The irony here is that Galaxy Note 7 was supposed to be something of a prodigal son for Samsung, a weapon meant to vanquish the new iPhone models during the crucial holiday period. Instead, it tuned into a bumbling idiot who cannot stand upright on its two legs.
Galaxy Note 7 was important for more reasons than one. Not only was it a very capable smartphone, but Samsung had broken tradition while naming it. To recall, the phablet’s predecessor was named Galaxy Note 5, and the company skipped one generation while naming this year’s model. This had never happened before. The reason behind the move, you ask? Samsung had this to say: “You might be curious as to why it’s called Galaxy Note 7 instead of Galaxy Note 6. There are a couple reasons why. First, the Galaxy Note7 will complement our Galaxy S7 and S7 edge, and unify our product portfolio. Second, the Galaxy Note 7 will minimise confusion about the latest mobile technology from Samsung, and provide full alignment with Galaxy S smartphone.”
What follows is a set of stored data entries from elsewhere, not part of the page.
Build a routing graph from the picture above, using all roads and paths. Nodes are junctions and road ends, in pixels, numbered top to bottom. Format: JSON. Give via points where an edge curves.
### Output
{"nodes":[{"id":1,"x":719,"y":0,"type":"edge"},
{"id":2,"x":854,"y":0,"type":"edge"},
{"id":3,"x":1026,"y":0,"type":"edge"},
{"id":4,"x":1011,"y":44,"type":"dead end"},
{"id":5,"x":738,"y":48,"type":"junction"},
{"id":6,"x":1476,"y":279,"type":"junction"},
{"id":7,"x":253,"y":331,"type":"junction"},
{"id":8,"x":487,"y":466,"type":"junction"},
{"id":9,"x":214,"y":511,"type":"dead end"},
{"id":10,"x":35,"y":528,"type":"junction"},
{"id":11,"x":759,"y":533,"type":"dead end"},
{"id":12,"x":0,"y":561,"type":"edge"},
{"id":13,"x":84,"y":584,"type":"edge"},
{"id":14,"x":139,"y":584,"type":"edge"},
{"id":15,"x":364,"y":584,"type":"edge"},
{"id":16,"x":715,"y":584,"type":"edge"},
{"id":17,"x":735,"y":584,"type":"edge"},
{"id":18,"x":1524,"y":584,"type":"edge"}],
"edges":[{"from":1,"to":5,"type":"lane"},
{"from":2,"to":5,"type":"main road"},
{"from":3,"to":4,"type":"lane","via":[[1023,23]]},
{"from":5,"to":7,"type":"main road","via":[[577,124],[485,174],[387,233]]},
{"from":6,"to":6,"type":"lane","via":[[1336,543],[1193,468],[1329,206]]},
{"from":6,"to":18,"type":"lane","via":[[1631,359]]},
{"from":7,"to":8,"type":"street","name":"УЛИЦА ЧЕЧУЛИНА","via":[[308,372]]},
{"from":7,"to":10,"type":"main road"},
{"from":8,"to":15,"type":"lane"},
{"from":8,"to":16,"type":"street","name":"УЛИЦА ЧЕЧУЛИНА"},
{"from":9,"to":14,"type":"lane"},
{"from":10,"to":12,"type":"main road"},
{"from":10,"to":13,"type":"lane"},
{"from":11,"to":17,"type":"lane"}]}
Another factor that may have come into play, though Samsung will probably never admit to it, can be that this year’s Apple smartphones are named iPhone 7 and iPhone 7 Plus. A cutting-edge new phablet with the name Galaxy Note 6 may have left the impression that it was one year behind Apple’s new smartphones. And there is no way Samsung would have let that happen.
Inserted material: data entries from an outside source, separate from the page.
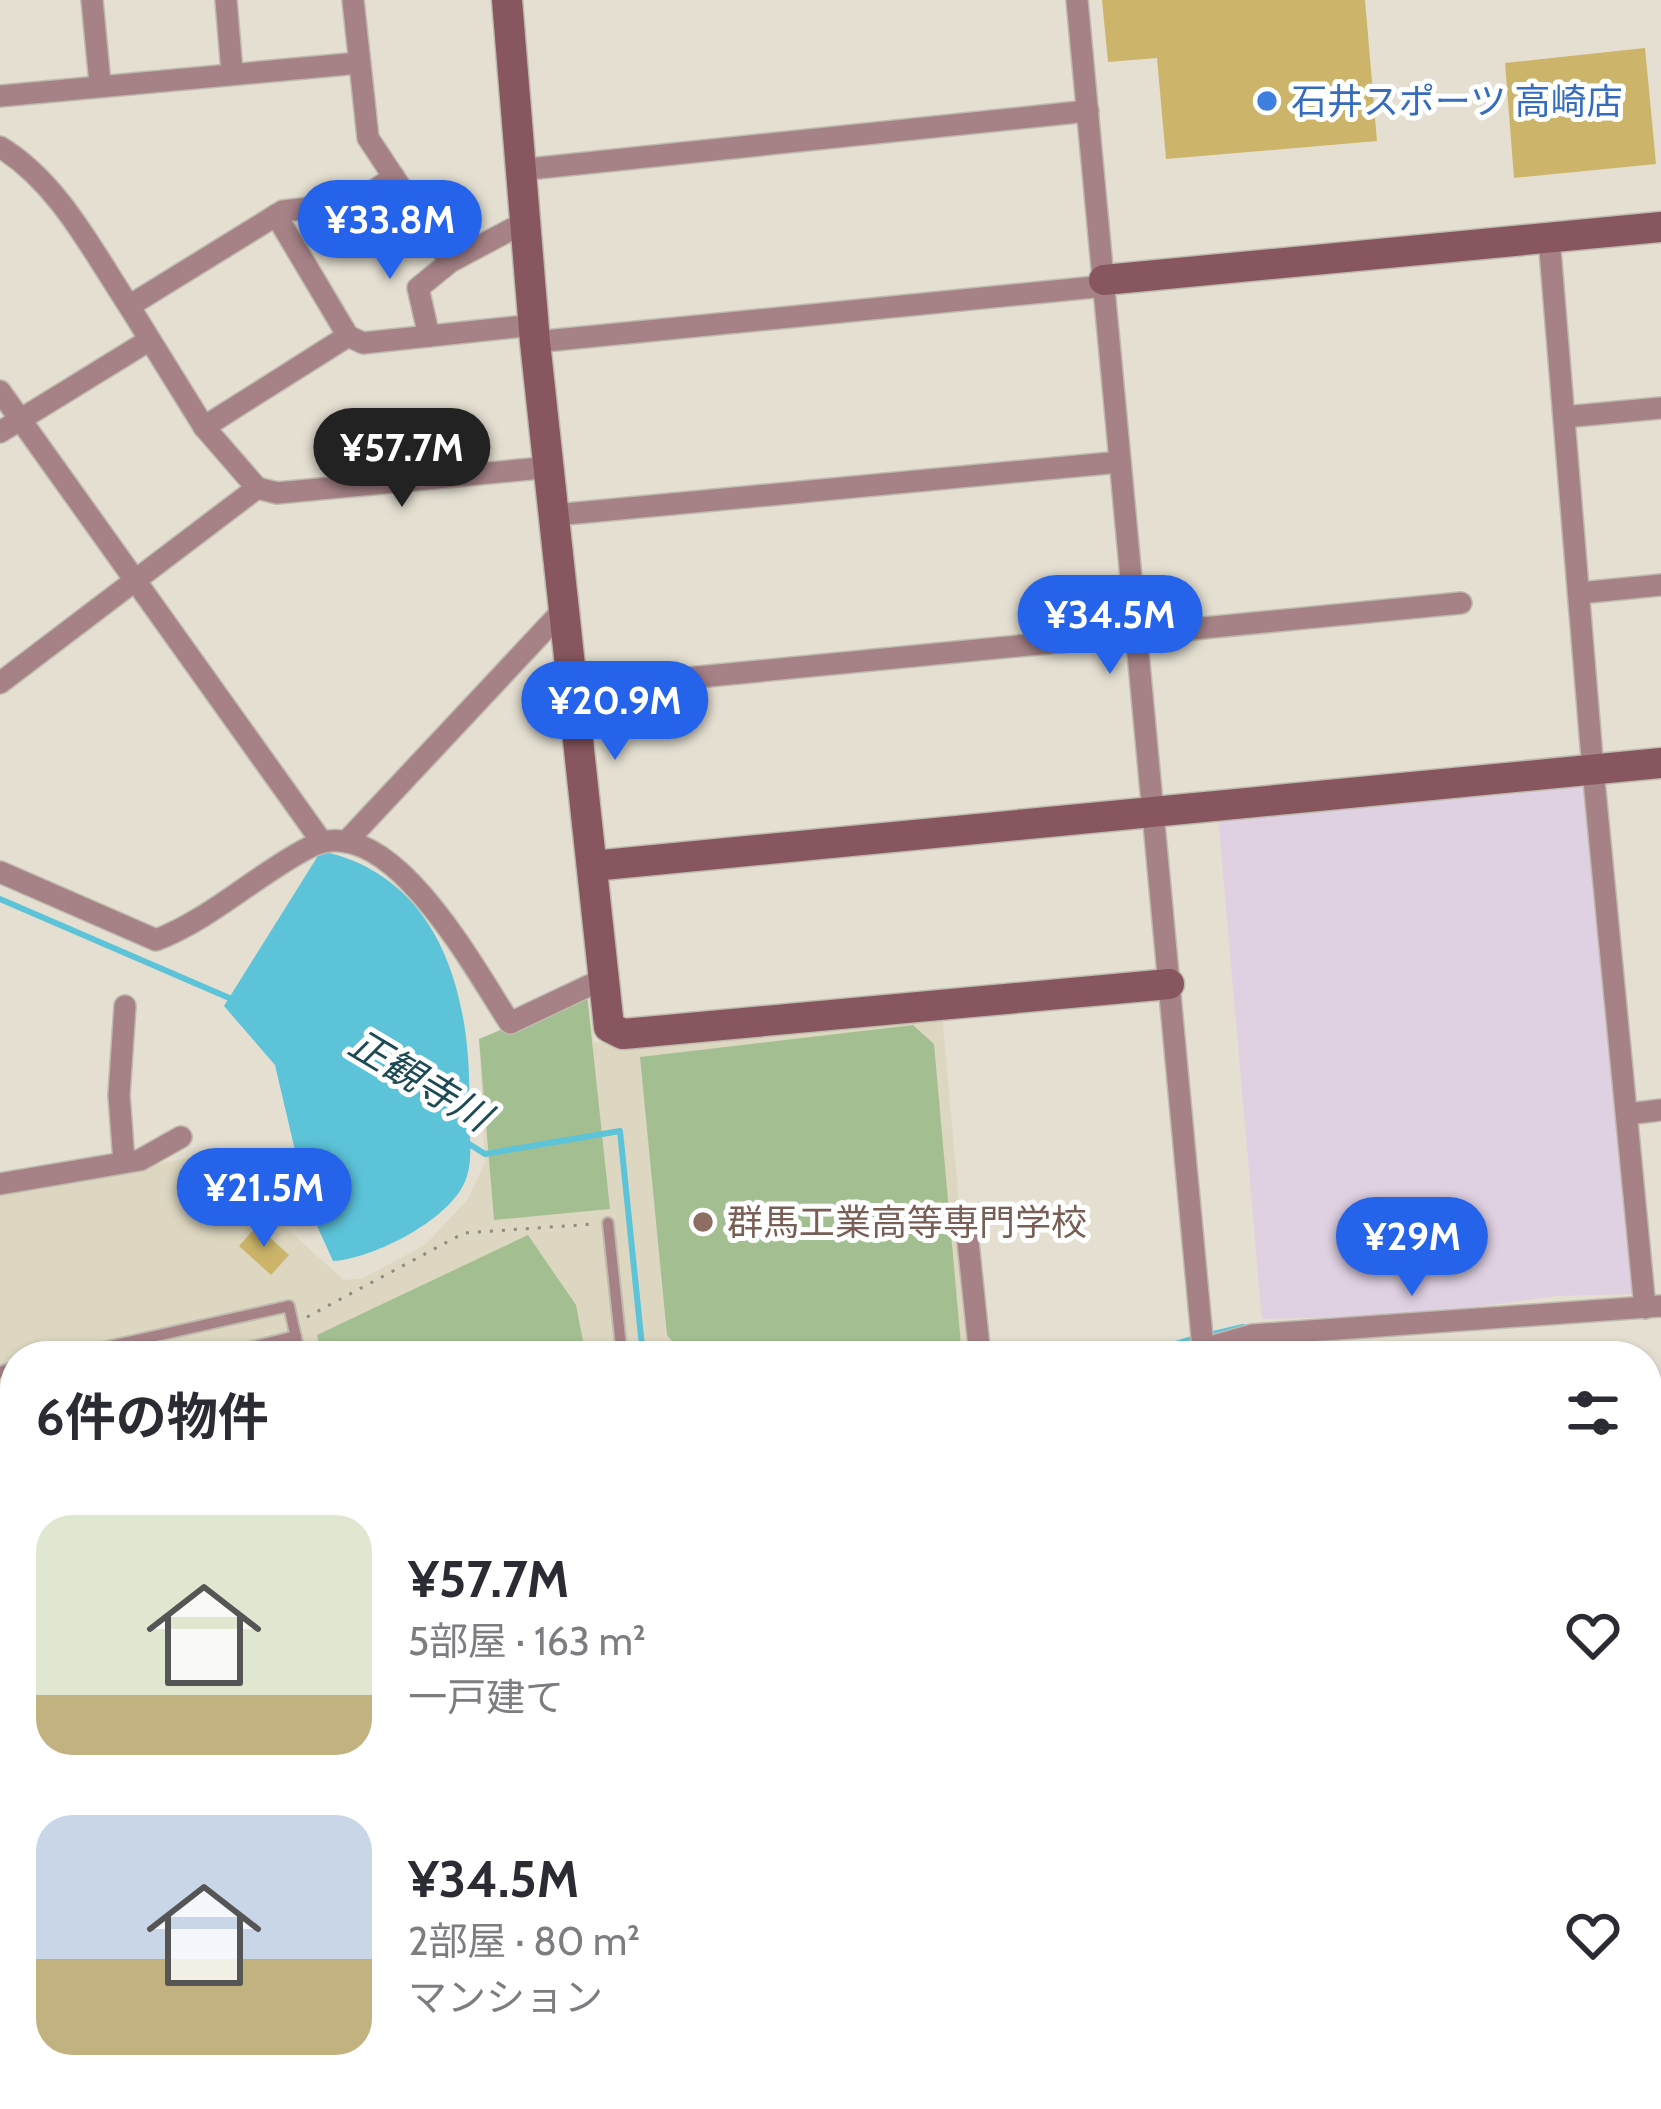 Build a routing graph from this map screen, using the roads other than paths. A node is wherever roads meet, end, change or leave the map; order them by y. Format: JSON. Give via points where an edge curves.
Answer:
{"nodes":[{"id":1,"x":92,"y":0,"type":"edge"},
{"id":2,"x":226,"y":0,"type":"edge"},
{"id":3,"x":353,"y":0,"type":"edge"},
{"id":4,"x":507,"y":0,"type":"edge"},
{"id":5,"x":1077,"y":0,"type":"edge"},
{"id":6,"x":359,"y":63,"type":"junction"},
{"id":7,"x":232,"y":72,"type":"junction"},
{"id":8,"x":100,"y":83,"type":"junction"},
{"id":9,"x":0,"y":96,"type":"edge"},
{"id":10,"x":1088,"y":111,"type":"junction"},
{"id":11,"x":0,"y":147,"type":"edge"},
{"id":12,"x":519,"y":170,"type":"junction"},
{"id":13,"x":394,"y":177,"type":"junction"},
{"id":14,"x":275,"y":215,"type":"junction"},
{"id":15,"x":525,"y":222,"type":"junction"},
{"id":16,"x":1661,"y":227,"type":"edge"},
{"id":17,"x":1550,"y":238,"type":"junction"},
{"id":18,"x":450,"y":262,"type":"junction"},
{"id":19,"x":1105,"y":283,"type":"junction"},
{"id":20,"x":129,"y":306,"type":"junction"},
{"id":21,"x":534,"y":334,"type":"junction"},
{"id":22,"x":349,"y":336,"type":"junction"},
{"id":23,"x":429,"y":336,"type":"junction"},
{"id":24,"x":148,"y":340,"type":"junction"},
{"id":25,"x":0,"y":391,"type":"edge"},
{"id":26,"x":1661,"y":408,"type":"edge"},
{"id":27,"x":1564,"y":417,"type":"junction"},
{"id":28,"x":20,"y":419,"type":"junction"},
{"id":29,"x":204,"y":427,"type":"junction"},
{"id":30,"x":0,"y":432,"type":"edge"},
{"id":31,"x":1120,"y":462,"type":"junction"},
{"id":32,"x":552,"y":467,"type":"junction"},
{"id":33,"x":257,"y":488,"type":"junction"},
{"id":34,"x":555,"y":515,"type":"junction"},
{"id":35,"x":137,"y":584,"type":"junction"},
{"id":36,"x":1661,"y":585,"type":"edge"},
{"id":37,"x":1580,"y":593,"type":"junction"},
{"id":38,"x":1461,"y":603,"type":"dead end"},
{"id":39,"x":566,"y":607,"type":"junction"},
{"id":40,"x":1134,"y":636,"type":"junction"},
{"id":41,"x":0,"y":683,"type":"edge"},
{"id":42,"x":574,"y":689,"type":"junction"},
{"id":43,"x":1661,"y":763,"type":"edge"},
{"id":44,"x":1593,"y":770,"type":"junction"},
{"id":45,"x":1152,"y":811,"type":"junction"},
{"id":46,"x":322,"y":842,"type":"junction"},
{"id":47,"x":346,"y":842,"type":"junction"},
{"id":48,"x":592,"y":866,"type":"junction"},
{"id":49,"x":0,"y":872,"type":"edge"},
{"id":50,"x":601,"y":980,"type":"junction"},
{"id":51,"x":1169,"y":984,"type":"junction"},
{"id":52,"x":125,"y":1006,"type":"dead end"},
{"id":53,"x":1661,"y":1110,"type":"edge"},
{"id":54,"x":1628,"y":1114,"type":"junction"},
{"id":55,"x":181,"y":1137,"type":"dead end"},
{"id":56,"x":124,"y":1162,"type":"junction"},
{"id":57,"x":0,"y":1184,"type":"edge"},
{"id":58,"x":608,"y":1223,"type":"road end"},
{"id":59,"x":966,"y":1223,"type":"dead end"},
{"id":60,"x":1653,"y":1307,"type":"edge"},
{"id":61,"x":294,"y":1330,"type":"junction"},
{"id":62,"x":133,"y":1341,"type":"edge"},
{"id":63,"x":261,"y":1341,"type":"edge"},
{"id":64,"x":297,"y":1341,"type":"edge"},
{"id":65,"x":620,"y":1341,"type":"edge"},
{"id":66,"x":978,"y":1341,"type":"edge"},
{"id":67,"x":1202,"y":1341,"type":"edge"},
{"id":68,"x":1229,"y":1341,"type":"edge"}],
"edges":[{"from":1,"to":8,"type":"street"},
{"from":2,"to":7,"type":"street"},
{"from":3,"to":6,"type":"street"},
{"from":4,"to":12,"type":"street"},
{"from":5,"to":10,"type":"street"},
{"from":6,"to":7,"type":"street"},
{"from":6,"to":13,"type":"street","via":[[368,138]]},
{"from":7,"to":8,"type":"street"},
{"from":8,"to":9,"type":"street"},
{"from":10,"to":12,"type":"street"},
{"from":10,"to":19,"type":"street"},
{"from":11,"to":20,"type":"street","via":[[28,164]]},
{"from":12,"to":15,"type":"street"},
{"from":13,"to":14,"type":"street","via":[[356,203]]},
{"from":13,"to":18,"type":"street"},
{"from":14,"to":20,"type":"street"},
{"from":14,"to":22,"type":"street"},
{"from":15,"to":18,"type":"street"},
{"from":15,"to":21,"type":"street"},
{"from":16,"to":17,"type":"street"},
{"from":17,"to":19,"type":"street"},
{"from":17,"to":27,"type":"street"},
{"from":18,"to":23,"type":"street","via":[[418,288]]},
{"from":19,"to":21,"type":"street"},
{"from":19,"to":31,"type":"street"},
{"from":20,"to":24,"type":"street"},
{"from":21,"to":23,"type":"street"},
{"from":21,"to":32,"type":"street"},
{"from":22,"to":23,"type":"street","via":[[363,343]]},
{"from":22,"to":29,"type":"street"},
{"from":24,"to":28,"type":"street"},
{"from":24,"to":29,"type":"street"},
{"from":25,"to":28,"type":"street"},
{"from":26,"to":27,"type":"street"},
{"from":27,"to":37,"type":"street"},
{"from":28,"to":30,"type":"street"},
{"from":28,"to":35,"type":"street"},
{"from":29,"to":33,"type":"street"},
{"from":31,"to":34,"type":"street"},
{"from":31,"to":40,"type":"street"},
{"from":32,"to":33,"type":"street","via":[[277,493]]},
{"from":32,"to":34,"type":"street"},
{"from":33,"to":35,"type":"street"},
{"from":34,"to":39,"type":"street"},
{"from":35,"to":41,"type":"street"},
{"from":35,"to":46,"type":"street"},
{"from":36,"to":37,"type":"street"},
{"from":37,"to":44,"type":"street"},
{"from":38,"to":40,"type":"street"},
{"from":39,"to":42,"type":"street"},
{"from":39,"to":47,"type":"street"},
{"from":40,"to":42,"type":"street"},
{"from":40,"to":45,"type":"street"},
{"from":42,"to":48,"type":"street"},
{"from":43,"to":44,"type":"street"},
{"from":44,"to":45,"type":"street"},
{"from":44,"to":54,"type":"street"},
{"from":45,"to":48,"type":"street"},
{"from":45,"to":51,"type":"street"},
{"from":46,"to":47,"type":"street"},
{"from":46,"to":49,"type":"street","via":[[156,940]]},
{"from":47,"to":50,"type":"street","via":[[424,893],[510,1023]]},
{"from":48,"to":50,"type":"street"},
{"from":50,"to":51,"type":"street","via":[[609,1027],[623,1034]]},
{"from":51,"to":67,"type":"street"},
{"from":52,"to":56,"type":"street"},
{"from":53,"to":54,"type":"street"},
{"from":54,"to":60,"type":"street"},
{"from":55,"to":56,"type":"street"},
{"from":56,"to":57,"type":"street"},
{"from":58,"to":65,"type":"lane"},
{"from":59,"to":66,"type":"street"},
{"from":60,"to":68,"type":"street"},
{"from":61,"to":62,"type":"lane","via":[[289,1306]]},
{"from":61,"to":63,"type":"lane"},
{"from":61,"to":64,"type":"lane"}]}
Thus, it named the next flagship phablet the Samsung Galaxy Note 7. But even as it kept a laser-sharp focus on branding, the company seems to have faltered on the quality check front. Faulty batteries made by Samsung SDI, part of the South Korean chaebol or conglomerate, are being blamed for the whole fiasco and the phablet does not ship with SDI batteries anymore. But the damage is done.
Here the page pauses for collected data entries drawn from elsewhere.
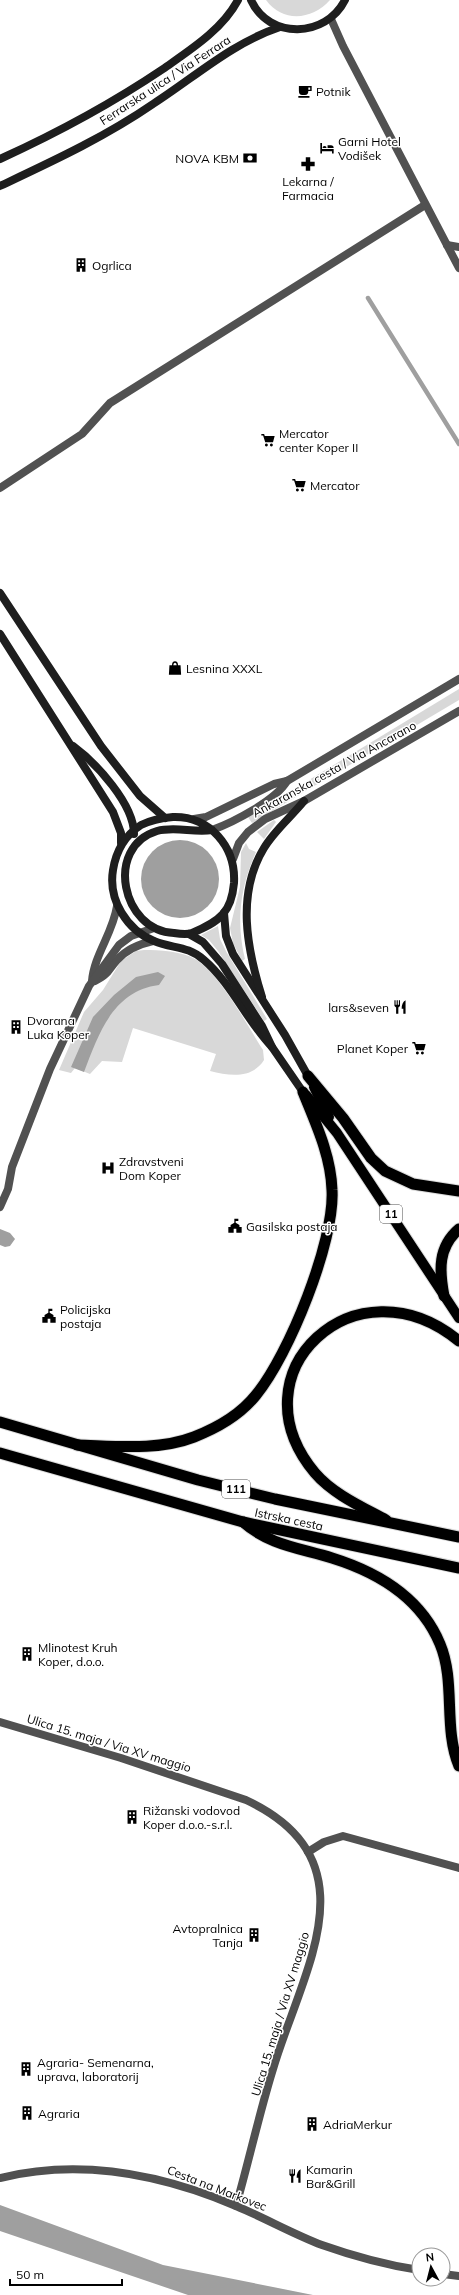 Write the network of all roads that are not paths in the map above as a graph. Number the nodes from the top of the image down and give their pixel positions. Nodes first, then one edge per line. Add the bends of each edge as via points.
1 (238, 0) edge
2 (251, 0) edge
3 (345, 0) edge
4 (331, 19) junction
5 (280, 26) junction
6 (0, 159) edge
7 (0, 186) edge
8 (425, 205) junction
9 (447, 245) junction
10 (459, 248) edge
11 (459, 268) edge
12 (0, 488) edge
13 (0, 592) edge
14 (0, 634) edge
15 (459, 679) edge
16 (459, 711) edge
17 (72, 745) junction
18 (287, 781) junction
19 (304, 801) junction
20 (165, 818) junction
21 (194, 819) junction
22 (212, 830) junction
23 (134, 831) junction
24 (121, 843) junction
25 (134, 848) junction
26 (232, 859) junction
27 (117, 906) junction
28 (224, 913) junction
29 (154, 928) junction
30 (141, 933) junction
31 (190, 934) junction
32 (153, 941) junction
33 (92, 982) junction
34 (262, 997) junction
35 (272, 1047) junction
36 (308, 1076) junction
37 (304, 1092) junction
38 (337, 1133) junction
39 (459, 1191) edge
40 (0, 1208) edge
41 (459, 1229) edge
42 (444, 1296) junction
43 (459, 1318) edge
44 (459, 1341) edge
45 (0, 1422) edge
46 (77, 1445) junction
47 (0, 1453) edge
48 (242, 1522) junction
49 (397, 1526) junction
50 (459, 1537) edge
51 (459, 1568) edge
52 (0, 1722) edge
53 (459, 1766) edge
54 (308, 1852) junction
55 (459, 1868) edge
56 (0, 2178) edge
57 (236, 2206) junction
58 (411, 2269) edge

1 - 6 main road, Ferrarska ulica / Via Ferrara via 233,10 214,31 152,76 71,125
2 - 5 main road via 260,14
3 - 4 main road
4 - 5 main road via 307,29 294,30
4 - 8 street
5 - 7 main road, Ferrarska ulica / Via Ferrara via 255,36 226,53 153,104 81,148
8 - 9 street
8 - 12 street via 110,403 82,434
9 - 10 street
9 - 11 street
13 - 20 main road via 101,746 140,796
14 - 17 main road
15 - 18 street, Ankaranska cesta / Via Ancarano
16 - 19 street, Ankaranska cesta / Via Ancarano
17 - 23 main road via 84,754 112,785 125,804
17 - 24 main road via 76,756 113,812 121,833
18 - 21 street, Ankaranska cesta / Via Ancarano via 274,784 206,817
18 - 22 street, Ankaranska cesta / Via Ancarano via 282,791 238,818
19 - 26 street, Ankaranska cesta / Via Ancarano via 265,819 248,832 239,843
19 - 34 main road via 264,849 257,862 247,898 248,944
20 - 21 main road
20 - 23 main road via 151,820
21 - 22 main road
22 - 25 main road via 157,831 138,842
22 - 26 main road via 222,839
23 - 24 main road
23 - 25 main road
24 - 27 main road via 112,877
25 - 29 main road via 125,866 126,889 130,903 138,915
26 - 28 main road via 233,892
27 - 30 main road via 133,928
27 - 33 street via 115,918 93,968
28 - 31 main road via 208,926
28 - 34 main road via 226,936 233,954
29 - 30 street
29 - 31 main road via 170,933
30 - 32 main road
30 - 33 street via 131,936 119,945
31 - 35 main road via 203,942 222,964 262,1026
32 - 33 street via 129,950 116,960 107,975
32 - 35 main road via 192,951 206,961 256,1030
33 - 40 street via 50,1069 12,1167 8,1189
34 - 36 main road
35 - 37 main road
36 - 38 main road, 11
36 - 39 highway via 343,1118 371,1158 385,1171 413,1184
37 - 38 main road, 11
37 - 46 highway via 327,1154 332,1191 331,1213 312,1284 289,1340 268,1379 240,1412 193,1438 163,1445
38 - 42 main road, 11
41 - 42 highway via 452,1235 440,1260
42 - 43 main road, 11
44 - 49 highway via 438,1326 416,1317 378,1311 355,1315 336,1323 315,1339 301,1356 292,1377 288,1399 289,1424 298,1450 316,1474 339,1494
45 - 46 highway, Istrska cesta / 111
46 - 49 highway, Istrska cesta / 111 via 252,1494
47 - 48 highway, Istrska cesta / 111
48 - 51 highway, Istrska cesta / 111
48 - 53 highway via 256,1534 277,1544 332,1558 359,1569 386,1582 409,1599 428,1622 440,1644 447,1675 452,1735
49 - 50 highway, Istrska cesta
52 - 54 street, Ulica 15. maja / Via XV maggio via 128,1761 258,1805 291,1830
54 - 55 street via 324,1842 343,1836
54 - 57 street, Ulica 15. maja / Via XV maggio via 318,1875 320,1892 320,1920 316,1944 273,2069
56 - 57 street, Cesta na Markovec via 59,2169 119,2171 156,2178
57 - 58 street, Cesta na Markovec via 322,2244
Samsung is in no position to make inroads this holiday season, at least with Galaxy Note 7, especially since Google’s new Pixel phones are here to fill the gap for a top-end Android phone. Maybe Samsung can prop up an upgraded version of the Note 7 – perhaps with the Plus, Prime, or Neo monikers it frequently uses, and try to salvage its position. It will be an uphill task though, as the Galaxy Note 7 recall is the kind of controversy that will be associated with the name for years to come. Ironically, if the company had released the phone as Note 6 as it should have been called, a new Note 7 would’ve been music for everyone’s ears right now.